Write the records below out again word for word, with the pictures removed.

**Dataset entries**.
::::::::::

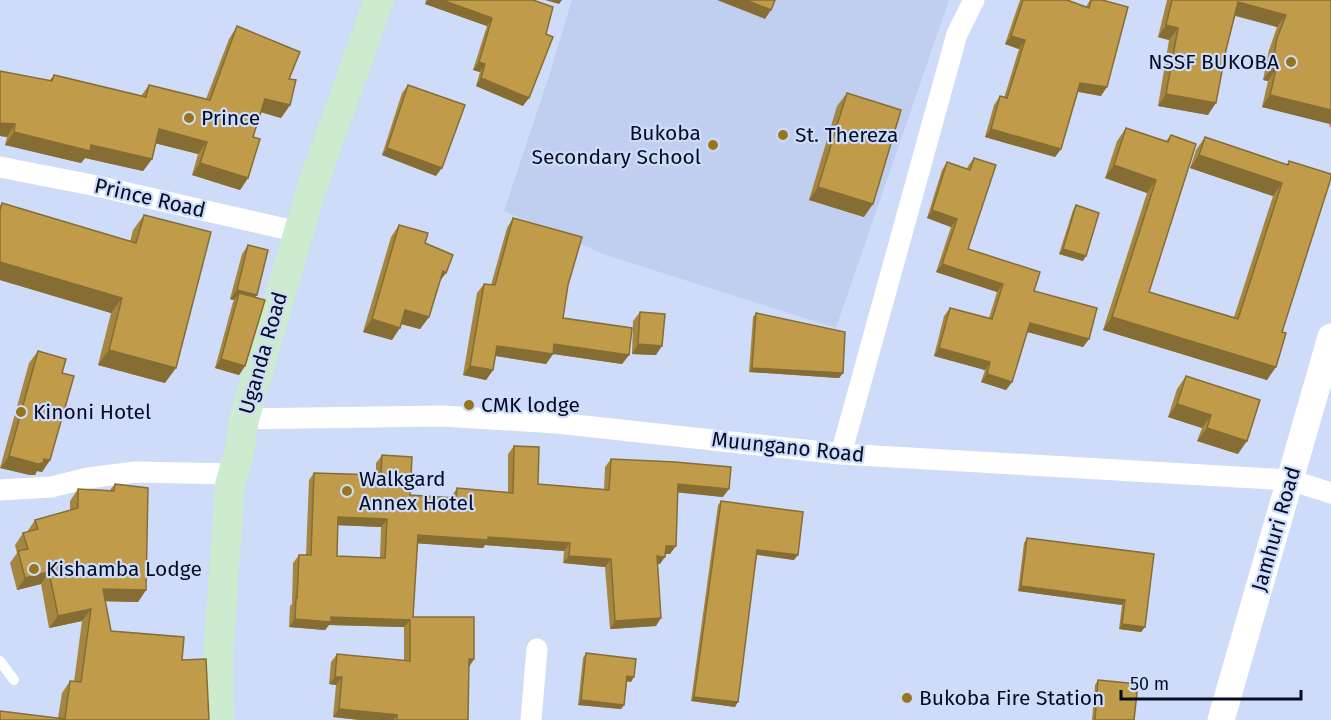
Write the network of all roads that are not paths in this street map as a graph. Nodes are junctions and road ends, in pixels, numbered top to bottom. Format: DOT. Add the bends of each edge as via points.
graph roads {
  1 [pos="379,0"];
  2 [pos="974,0"];
  3 [pos="0,167"];
  4 [pos="299,232"];
  5 [pos="1331,337"];
  6 [pos="244,419"];
  7 [pos="840,454"];
  8 [pos="234,474"];
  9 [pos="1290,480"];
  10 [pos="0,490"];
  11 [pos="1331,493"];
  12 [pos="537,649"];
  13 [pos="0,661"];
  14 [pos="14,680"];
  15 [pos="219,720"];
  16 [pos="531,720"];
  17 [pos="1221,720"];
  1 -- 4 [label="main road, Uganda Road"];
  2 -- 7 [label="street" via="957,34"];
  3 -- 4 [label="street, Prince Road"];
  4 -- 6 [label="main road, Uganda Road"];
  5 -- 9 [label="street, Jamhuri Road"];
  6 -- 7 [label="street, Muungano Road" via="442,416 546,422"];
  6 -- 8 [label="main road, Uganda Road"];
  7 -- 9 [label="street, Muungano Road"];
  8 -- 10 [label="street" via="135,472 51,487"];
  8 -- 15 [label="main road, Uganda Road" via="230,485 218,658"];
  9 -- 11 [label="street, Muungano Road"];
  9 -- 17 [label="street, Jamhuri Road"];
  12 -- 16 [label="street"];
  13 -- 14 [label="lane"];
}
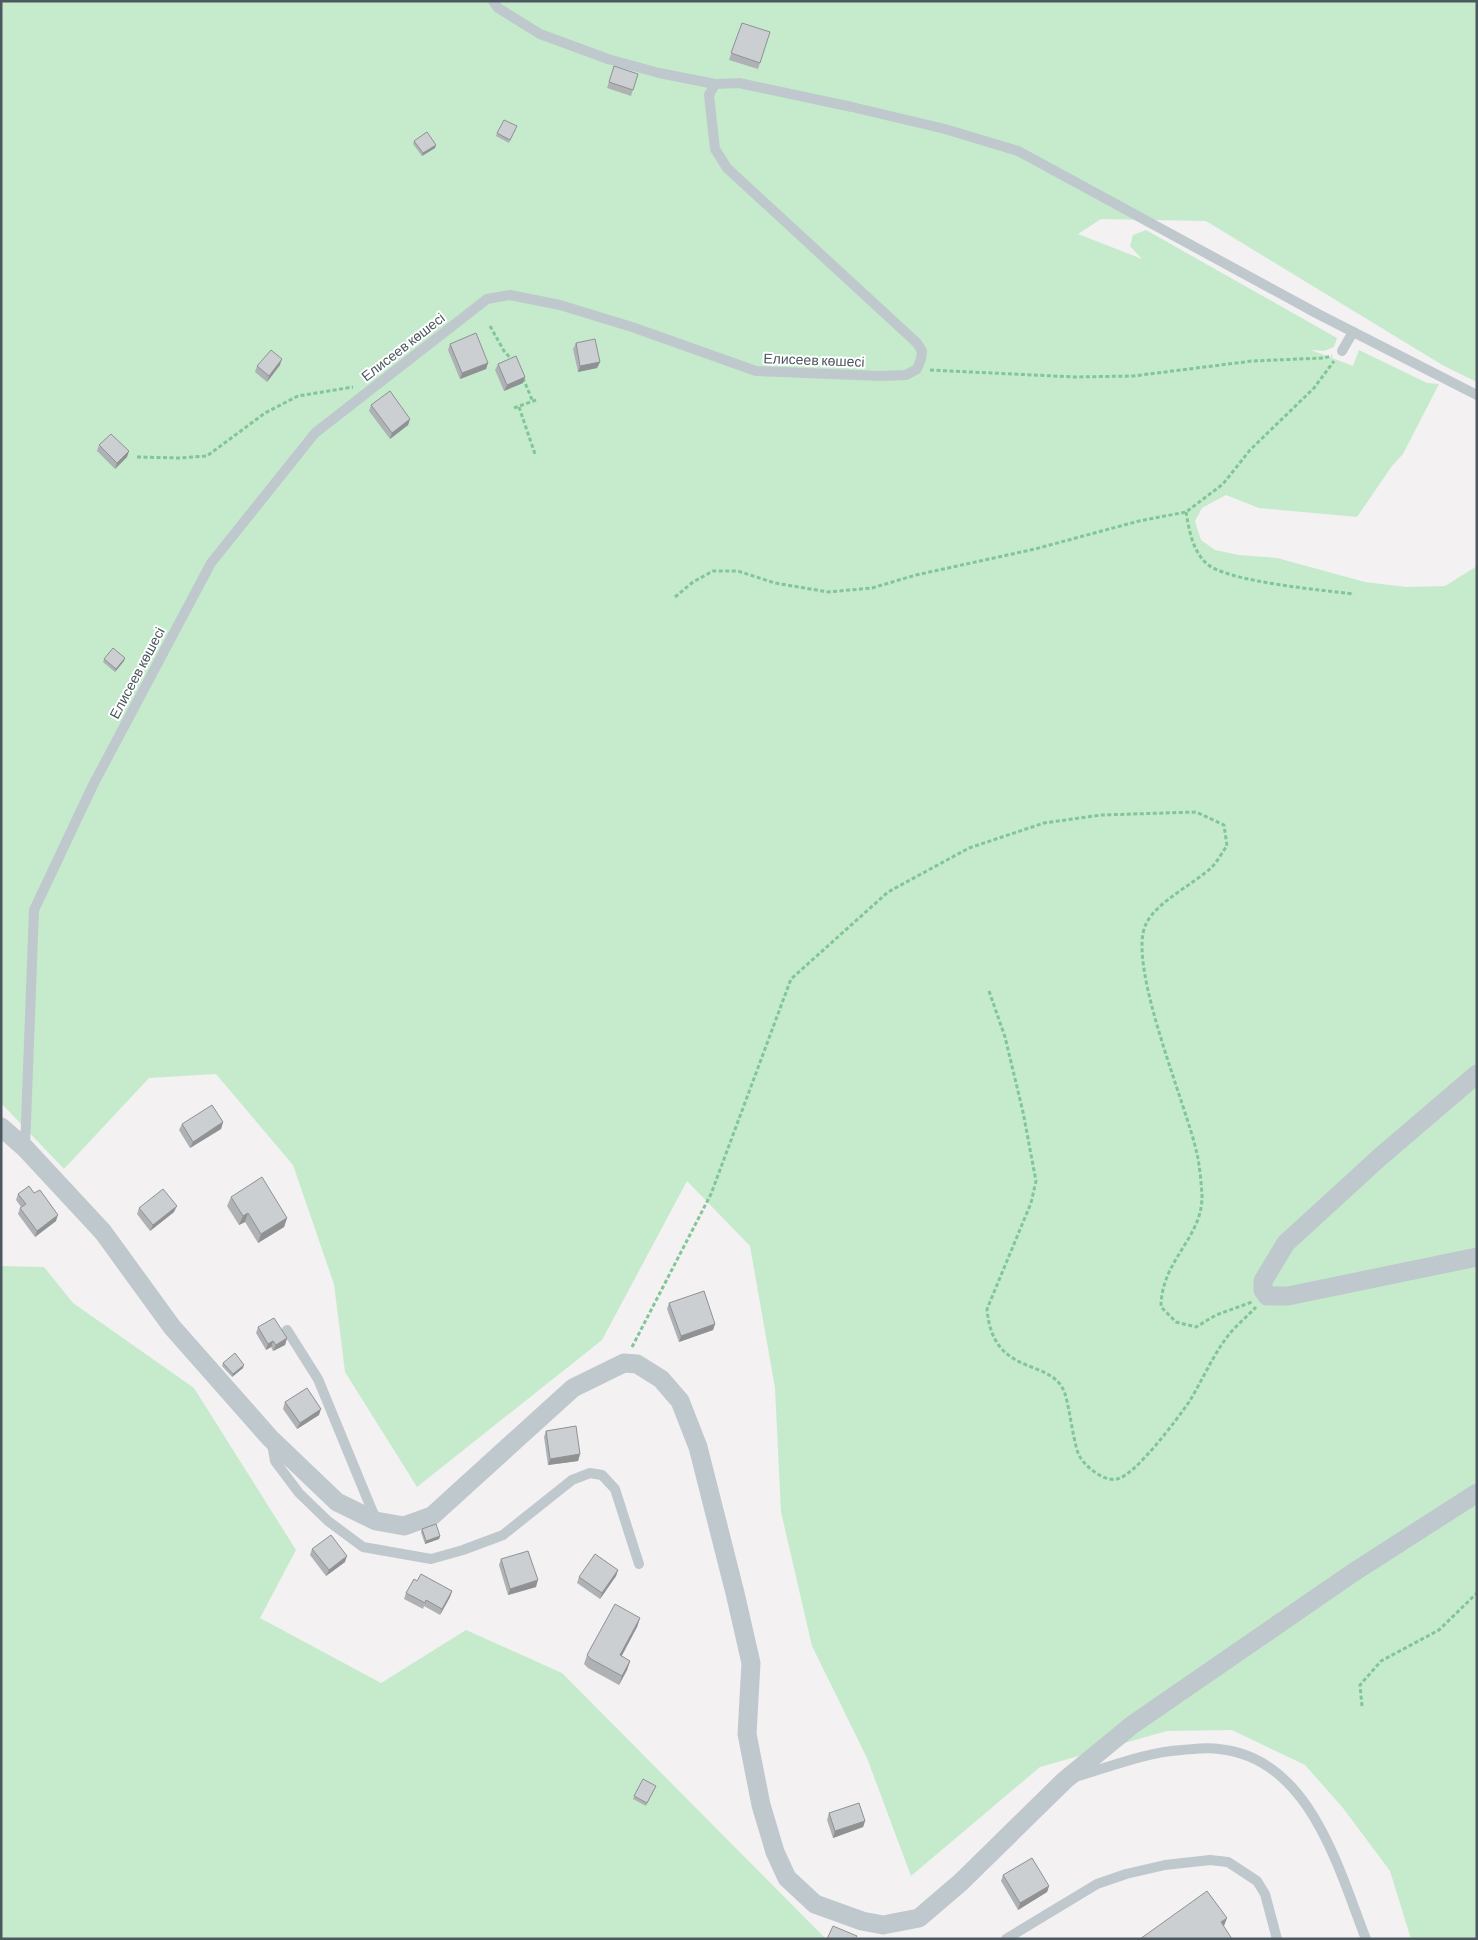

::::::::::

**Reply**.
Write the network of all roads that are not paths in this street map as a graph. Nodes are junctions and road ends, in pixels, numbered top to bottom. Format: DOT. Add the bends of each edge as via points.
graph roads {
  1 [pos="379,0"];
  2 [pos="974,0"];
  3 [pos="0,167"];
  4 [pos="299,232"];
  5 [pos="1331,337"];
  6 [pos="244,419"];
  7 [pos="840,454"];
  8 [pos="234,474"];
  9 [pos="1290,480"];
  10 [pos="0,490"];
  11 [pos="1331,493"];
  12 [pos="537,649"];
  13 [pos="0,661"];
  14 [pos="14,680"];
  15 [pos="219,720"];
  16 [pos="531,720"];
  17 [pos="1221,720"];
  1 -- 4 [label="main road, Uganda Road"];
  2 -- 7 [label="street" via="957,34"];
  3 -- 4 [label="street, Prince Road"];
  4 -- 6 [label="main road, Uganda Road"];
  5 -- 9 [label="street, Jamhuri Road"];
  6 -- 7 [label="street, Muungano Road" via="442,416 546,422"];
  6 -- 8 [label="main road, Uganda Road"];
  7 -- 9 [label="street, Muungano Road"];
  8 -- 10 [label="street" via="135,472 51,487"];
  8 -- 15 [label="main road, Uganda Road" via="230,485 218,658"];
  9 -- 11 [label="street, Muungano Road"];
  9 -- 17 [label="street, Jamhuri Road"];
  12 -- 16 [label="street"];
  13 -- 14 [label="lane"];
}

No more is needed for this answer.